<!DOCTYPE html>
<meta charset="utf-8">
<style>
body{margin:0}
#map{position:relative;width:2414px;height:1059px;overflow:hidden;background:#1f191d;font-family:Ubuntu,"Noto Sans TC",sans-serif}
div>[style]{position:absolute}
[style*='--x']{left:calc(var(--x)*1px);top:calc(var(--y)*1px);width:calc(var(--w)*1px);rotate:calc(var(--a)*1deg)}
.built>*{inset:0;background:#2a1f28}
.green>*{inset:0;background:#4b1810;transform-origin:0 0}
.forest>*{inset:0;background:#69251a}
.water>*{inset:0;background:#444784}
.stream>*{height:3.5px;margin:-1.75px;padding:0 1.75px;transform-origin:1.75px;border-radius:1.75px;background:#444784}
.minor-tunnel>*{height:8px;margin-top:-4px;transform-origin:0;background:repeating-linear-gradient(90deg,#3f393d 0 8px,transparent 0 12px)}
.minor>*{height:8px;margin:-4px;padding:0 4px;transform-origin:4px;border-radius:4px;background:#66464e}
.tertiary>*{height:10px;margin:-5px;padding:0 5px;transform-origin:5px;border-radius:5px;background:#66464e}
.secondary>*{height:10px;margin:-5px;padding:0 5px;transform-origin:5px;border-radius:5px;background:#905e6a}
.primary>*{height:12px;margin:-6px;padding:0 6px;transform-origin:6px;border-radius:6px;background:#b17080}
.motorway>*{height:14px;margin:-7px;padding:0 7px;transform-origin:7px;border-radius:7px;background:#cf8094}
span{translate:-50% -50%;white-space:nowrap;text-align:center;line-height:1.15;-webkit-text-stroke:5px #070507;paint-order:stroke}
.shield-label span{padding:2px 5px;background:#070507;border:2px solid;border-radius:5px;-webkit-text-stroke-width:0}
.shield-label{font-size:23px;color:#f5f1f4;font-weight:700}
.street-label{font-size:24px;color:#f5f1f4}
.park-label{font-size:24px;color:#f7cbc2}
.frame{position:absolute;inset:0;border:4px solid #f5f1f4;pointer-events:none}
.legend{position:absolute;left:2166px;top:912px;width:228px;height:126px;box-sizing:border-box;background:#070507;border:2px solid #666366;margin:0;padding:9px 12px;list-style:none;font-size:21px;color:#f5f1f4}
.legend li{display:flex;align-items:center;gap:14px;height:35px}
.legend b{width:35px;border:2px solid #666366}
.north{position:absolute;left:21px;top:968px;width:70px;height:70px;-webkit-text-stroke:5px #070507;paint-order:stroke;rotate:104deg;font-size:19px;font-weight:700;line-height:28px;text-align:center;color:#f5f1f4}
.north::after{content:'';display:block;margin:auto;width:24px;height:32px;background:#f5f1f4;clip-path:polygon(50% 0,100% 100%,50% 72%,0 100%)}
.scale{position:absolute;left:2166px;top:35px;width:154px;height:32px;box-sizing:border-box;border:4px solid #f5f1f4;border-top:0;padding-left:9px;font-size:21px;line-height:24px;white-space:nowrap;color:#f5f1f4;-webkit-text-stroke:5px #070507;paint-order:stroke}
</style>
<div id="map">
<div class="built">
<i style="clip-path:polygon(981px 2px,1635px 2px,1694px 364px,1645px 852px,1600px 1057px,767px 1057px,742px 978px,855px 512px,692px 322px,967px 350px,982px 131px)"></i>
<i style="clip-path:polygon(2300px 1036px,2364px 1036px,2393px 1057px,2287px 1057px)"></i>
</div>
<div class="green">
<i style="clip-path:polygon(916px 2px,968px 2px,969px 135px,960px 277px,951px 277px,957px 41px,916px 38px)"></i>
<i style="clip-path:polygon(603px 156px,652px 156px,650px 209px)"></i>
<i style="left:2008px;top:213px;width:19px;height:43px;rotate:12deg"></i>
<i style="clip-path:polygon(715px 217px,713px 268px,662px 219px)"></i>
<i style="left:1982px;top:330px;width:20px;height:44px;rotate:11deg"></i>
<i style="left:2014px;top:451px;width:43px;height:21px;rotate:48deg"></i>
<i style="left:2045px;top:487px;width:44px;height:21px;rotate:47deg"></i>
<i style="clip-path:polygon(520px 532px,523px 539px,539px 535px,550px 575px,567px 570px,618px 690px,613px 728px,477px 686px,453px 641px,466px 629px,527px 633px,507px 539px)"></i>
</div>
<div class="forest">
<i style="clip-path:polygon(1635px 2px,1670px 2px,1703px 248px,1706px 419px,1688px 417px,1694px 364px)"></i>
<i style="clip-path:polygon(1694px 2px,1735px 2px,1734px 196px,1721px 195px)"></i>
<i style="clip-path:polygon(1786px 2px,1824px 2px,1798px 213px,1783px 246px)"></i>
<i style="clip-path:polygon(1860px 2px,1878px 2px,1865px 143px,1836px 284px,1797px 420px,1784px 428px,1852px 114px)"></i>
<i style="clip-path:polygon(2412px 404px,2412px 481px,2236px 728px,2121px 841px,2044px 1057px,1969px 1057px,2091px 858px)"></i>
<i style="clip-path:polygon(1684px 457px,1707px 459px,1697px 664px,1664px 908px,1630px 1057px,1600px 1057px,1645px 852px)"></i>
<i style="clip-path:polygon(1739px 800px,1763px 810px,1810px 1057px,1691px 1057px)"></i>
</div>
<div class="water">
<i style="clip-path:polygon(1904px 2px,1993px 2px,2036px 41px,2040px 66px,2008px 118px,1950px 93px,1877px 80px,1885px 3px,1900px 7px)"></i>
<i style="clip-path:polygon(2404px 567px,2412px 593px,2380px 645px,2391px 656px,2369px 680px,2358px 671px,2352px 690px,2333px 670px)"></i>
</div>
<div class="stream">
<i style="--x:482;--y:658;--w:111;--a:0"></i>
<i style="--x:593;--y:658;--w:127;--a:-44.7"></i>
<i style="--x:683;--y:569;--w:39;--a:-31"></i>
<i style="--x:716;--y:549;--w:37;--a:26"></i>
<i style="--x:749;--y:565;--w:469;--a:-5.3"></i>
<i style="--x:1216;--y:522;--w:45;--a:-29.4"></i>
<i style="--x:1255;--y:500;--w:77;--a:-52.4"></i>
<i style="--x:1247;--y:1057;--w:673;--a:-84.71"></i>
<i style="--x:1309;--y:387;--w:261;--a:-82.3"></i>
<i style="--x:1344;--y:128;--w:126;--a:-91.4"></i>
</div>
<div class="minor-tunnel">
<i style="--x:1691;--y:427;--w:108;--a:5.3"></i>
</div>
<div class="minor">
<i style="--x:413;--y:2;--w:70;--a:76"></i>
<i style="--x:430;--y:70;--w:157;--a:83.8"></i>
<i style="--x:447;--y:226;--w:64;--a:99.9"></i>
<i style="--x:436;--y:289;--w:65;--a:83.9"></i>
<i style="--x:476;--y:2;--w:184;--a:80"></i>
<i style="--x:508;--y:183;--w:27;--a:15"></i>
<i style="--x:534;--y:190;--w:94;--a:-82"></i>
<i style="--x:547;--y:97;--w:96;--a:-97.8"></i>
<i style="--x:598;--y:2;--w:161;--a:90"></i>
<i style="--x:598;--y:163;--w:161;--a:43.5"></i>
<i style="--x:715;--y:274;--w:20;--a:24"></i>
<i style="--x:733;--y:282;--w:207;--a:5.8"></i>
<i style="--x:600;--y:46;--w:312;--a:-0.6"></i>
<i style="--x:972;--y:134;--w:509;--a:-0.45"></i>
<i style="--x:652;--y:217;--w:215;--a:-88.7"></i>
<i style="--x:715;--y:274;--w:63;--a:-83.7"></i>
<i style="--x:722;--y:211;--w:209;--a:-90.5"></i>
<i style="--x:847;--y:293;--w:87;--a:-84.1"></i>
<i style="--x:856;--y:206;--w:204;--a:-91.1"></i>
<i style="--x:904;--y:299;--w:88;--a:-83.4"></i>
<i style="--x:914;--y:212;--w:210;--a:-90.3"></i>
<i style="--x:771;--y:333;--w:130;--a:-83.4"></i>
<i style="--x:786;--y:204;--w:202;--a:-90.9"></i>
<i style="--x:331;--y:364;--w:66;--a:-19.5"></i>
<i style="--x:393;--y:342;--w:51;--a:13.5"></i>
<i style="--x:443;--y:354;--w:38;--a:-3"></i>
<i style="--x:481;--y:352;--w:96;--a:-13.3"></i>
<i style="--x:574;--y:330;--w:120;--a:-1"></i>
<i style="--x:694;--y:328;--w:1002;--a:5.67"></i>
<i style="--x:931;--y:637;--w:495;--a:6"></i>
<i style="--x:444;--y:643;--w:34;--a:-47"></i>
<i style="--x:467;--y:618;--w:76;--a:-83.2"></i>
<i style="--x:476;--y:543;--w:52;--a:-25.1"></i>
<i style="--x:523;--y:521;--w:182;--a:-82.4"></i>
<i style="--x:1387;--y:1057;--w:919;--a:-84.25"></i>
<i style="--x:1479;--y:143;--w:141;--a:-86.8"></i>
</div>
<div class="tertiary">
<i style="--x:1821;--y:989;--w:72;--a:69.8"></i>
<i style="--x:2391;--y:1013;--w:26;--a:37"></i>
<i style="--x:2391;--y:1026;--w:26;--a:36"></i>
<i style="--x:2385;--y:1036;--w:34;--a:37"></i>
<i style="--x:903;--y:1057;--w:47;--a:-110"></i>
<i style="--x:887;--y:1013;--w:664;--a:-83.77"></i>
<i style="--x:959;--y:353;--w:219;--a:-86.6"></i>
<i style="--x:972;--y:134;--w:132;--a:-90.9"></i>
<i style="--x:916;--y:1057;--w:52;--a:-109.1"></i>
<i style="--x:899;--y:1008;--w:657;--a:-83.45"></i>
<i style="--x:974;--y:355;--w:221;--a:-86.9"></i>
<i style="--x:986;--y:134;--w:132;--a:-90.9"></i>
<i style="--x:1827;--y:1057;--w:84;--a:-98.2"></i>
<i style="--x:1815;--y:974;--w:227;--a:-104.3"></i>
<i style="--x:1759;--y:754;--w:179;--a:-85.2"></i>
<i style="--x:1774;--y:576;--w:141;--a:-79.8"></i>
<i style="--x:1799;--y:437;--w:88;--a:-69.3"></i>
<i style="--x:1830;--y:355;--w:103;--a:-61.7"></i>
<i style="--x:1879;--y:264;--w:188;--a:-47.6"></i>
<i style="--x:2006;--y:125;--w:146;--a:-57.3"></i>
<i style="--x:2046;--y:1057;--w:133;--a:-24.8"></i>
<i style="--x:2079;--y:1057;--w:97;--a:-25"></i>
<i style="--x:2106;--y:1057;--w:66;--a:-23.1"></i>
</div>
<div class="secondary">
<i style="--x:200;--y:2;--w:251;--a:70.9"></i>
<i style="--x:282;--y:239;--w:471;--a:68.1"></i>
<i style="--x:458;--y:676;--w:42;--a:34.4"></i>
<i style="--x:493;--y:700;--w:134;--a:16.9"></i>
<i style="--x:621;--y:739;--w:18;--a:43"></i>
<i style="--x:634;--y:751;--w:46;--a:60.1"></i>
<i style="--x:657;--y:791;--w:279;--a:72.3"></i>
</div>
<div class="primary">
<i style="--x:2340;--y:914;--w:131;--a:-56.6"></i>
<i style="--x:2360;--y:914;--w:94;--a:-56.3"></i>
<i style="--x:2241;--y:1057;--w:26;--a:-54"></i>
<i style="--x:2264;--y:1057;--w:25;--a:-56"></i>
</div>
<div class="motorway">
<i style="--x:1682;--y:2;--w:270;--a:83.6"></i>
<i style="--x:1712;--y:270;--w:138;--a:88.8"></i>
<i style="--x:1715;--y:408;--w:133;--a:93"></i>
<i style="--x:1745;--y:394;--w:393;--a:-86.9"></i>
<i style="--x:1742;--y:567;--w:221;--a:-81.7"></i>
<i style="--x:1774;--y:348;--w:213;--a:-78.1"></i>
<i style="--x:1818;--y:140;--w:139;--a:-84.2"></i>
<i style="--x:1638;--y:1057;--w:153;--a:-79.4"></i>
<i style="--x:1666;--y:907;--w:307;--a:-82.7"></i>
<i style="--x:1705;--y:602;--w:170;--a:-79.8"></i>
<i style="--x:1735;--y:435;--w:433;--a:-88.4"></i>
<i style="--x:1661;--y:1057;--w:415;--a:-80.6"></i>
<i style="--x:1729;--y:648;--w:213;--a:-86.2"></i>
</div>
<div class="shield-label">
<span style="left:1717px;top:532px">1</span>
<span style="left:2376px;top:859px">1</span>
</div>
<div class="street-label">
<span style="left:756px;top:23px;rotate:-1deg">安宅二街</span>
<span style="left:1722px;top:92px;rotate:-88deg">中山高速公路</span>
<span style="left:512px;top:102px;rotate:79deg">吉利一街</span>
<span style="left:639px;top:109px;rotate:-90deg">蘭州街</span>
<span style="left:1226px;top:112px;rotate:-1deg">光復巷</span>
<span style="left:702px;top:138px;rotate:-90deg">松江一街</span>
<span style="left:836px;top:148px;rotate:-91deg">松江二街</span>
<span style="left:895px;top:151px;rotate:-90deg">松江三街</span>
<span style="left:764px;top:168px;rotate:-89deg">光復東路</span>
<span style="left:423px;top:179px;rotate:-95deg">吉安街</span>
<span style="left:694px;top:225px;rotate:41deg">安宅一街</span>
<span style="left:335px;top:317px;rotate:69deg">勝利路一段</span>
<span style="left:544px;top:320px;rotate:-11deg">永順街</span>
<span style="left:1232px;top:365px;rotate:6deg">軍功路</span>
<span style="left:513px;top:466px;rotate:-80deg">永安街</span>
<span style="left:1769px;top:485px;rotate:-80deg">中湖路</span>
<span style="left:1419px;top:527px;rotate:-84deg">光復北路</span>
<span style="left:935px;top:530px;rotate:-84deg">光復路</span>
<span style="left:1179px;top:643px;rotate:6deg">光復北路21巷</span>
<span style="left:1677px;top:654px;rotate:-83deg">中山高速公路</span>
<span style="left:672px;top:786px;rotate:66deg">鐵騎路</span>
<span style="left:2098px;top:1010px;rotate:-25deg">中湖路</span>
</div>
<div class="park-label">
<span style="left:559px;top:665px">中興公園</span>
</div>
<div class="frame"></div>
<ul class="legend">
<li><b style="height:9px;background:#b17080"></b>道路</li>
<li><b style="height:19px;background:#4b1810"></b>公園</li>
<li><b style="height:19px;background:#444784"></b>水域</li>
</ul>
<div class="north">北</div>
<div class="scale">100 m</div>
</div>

# [Exercise instructions]
Each line of the entries above that includes the string "stream" should be copied out.

# [Answer]
.stream>*{height:3.5px;margin:-1.75px;padding:0 1.75px;transform-origin:1.75px;border-radius:1.75px;background:#444784}
<div class="stream">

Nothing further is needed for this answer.